### Your instructions:
Restate only the tail of the data below, starting at the line that contains "Read this map" and including the last line, word for word.

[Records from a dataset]
- - - - -
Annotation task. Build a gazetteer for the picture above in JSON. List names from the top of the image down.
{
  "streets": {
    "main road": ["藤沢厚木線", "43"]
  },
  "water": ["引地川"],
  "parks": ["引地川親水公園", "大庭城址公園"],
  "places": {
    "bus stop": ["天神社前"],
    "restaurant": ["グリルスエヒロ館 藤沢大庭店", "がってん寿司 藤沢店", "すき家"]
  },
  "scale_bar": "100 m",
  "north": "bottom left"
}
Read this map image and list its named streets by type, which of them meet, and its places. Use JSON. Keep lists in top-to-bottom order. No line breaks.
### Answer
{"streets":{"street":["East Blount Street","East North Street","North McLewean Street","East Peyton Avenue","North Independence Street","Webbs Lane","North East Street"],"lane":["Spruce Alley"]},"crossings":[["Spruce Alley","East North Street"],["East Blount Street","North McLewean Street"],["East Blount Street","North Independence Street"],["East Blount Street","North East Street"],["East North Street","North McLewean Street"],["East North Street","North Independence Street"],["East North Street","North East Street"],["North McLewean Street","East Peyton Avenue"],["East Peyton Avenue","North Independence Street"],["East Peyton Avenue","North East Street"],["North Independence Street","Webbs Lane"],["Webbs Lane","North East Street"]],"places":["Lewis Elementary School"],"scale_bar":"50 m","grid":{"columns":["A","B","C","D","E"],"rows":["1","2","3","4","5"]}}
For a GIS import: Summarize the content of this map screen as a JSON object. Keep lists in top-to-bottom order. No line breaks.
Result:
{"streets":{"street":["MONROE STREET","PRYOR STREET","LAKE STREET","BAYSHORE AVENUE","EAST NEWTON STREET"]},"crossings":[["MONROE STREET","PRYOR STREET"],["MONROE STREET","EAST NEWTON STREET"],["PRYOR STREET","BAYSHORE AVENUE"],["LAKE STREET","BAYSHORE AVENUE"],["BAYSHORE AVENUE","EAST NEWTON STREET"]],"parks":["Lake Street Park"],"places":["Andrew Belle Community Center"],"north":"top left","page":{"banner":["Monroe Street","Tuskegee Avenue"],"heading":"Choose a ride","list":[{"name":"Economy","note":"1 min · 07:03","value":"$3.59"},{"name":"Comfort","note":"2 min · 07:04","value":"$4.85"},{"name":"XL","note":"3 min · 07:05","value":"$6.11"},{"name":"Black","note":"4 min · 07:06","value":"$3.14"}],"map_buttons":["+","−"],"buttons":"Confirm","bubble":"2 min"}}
- - - - -
### Result of this task:
Read this map image and list its named streets by type, which of them meet, and its places. Use JSON. Keep lists in top-to-bottom order. No line breaks.
### Answer
{"streets":{"street":["East Blount Street","East North Street","North McLewean Street","East Peyton Avenue","North Independence Street","Webbs Lane","North East Street"],"lane":["Spruce Alley"]},"crossings":[["Spruce Alley","East North Street"],["East Blount Street","North McLewean Street"],["East Blount Street","North Independence Street"],["East Blount Street","North East Street"],["East North Street","North McLewean Street"],["East North Street","North Independence Street"],["East North Street","North East Street"],["North McLewean Street","East Peyton Avenue"],["East Peyton Avenue","North Independence Street"],["East Peyton Avenue","North East Street"],["North Independence Street","Webbs Lane"],["Webbs Lane","North East Street"]],"places":["Lewis Elementary School"],"scale_bar":"50 m","grid":{"columns":["A","B","C","D","E"],"rows":["1","2","3","4","5"]}}
For a GIS import: Summarize the content of this map screen as a JSON object. Keep lists in top-to-bottom order. No line breaks.
Result:
{"streets":{"street":["MONROE STREET","PRYOR STREET","LAKE STREET","BAYSHORE AVENUE","EAST NEWTON STREET"]},"crossings":[["MONROE STREET","PRYOR STREET"],["MONROE STREET","EAST NEWTON STREET"],["PRYOR STREET","BAYSHORE AVENUE"],["LAKE STREET","BAYSHORE AVENUE"],["BAYSHORE AVENUE","EAST NEWTON STREET"]],"parks":["Lake Street Park"],"places":["Andrew Belle Community Center"],"north":"top left","page":{"banner":["Monroe Street","Tuskegee Avenue"],"heading":"Choose a ride","list":[{"name":"Economy","note":"1 min · 07:03","value":"$3.59"},{"name":"Comfort","note":"2 min · 07:04","value":"$4.85"},{"name":"XL","note":"3 min · 07:05","value":"$6.11"},{"name":"Black","note":"4 min · 07:06","value":"$3.14"}],"map_buttons":["+","−"],"buttons":"Confirm","bubble":"2 min"}}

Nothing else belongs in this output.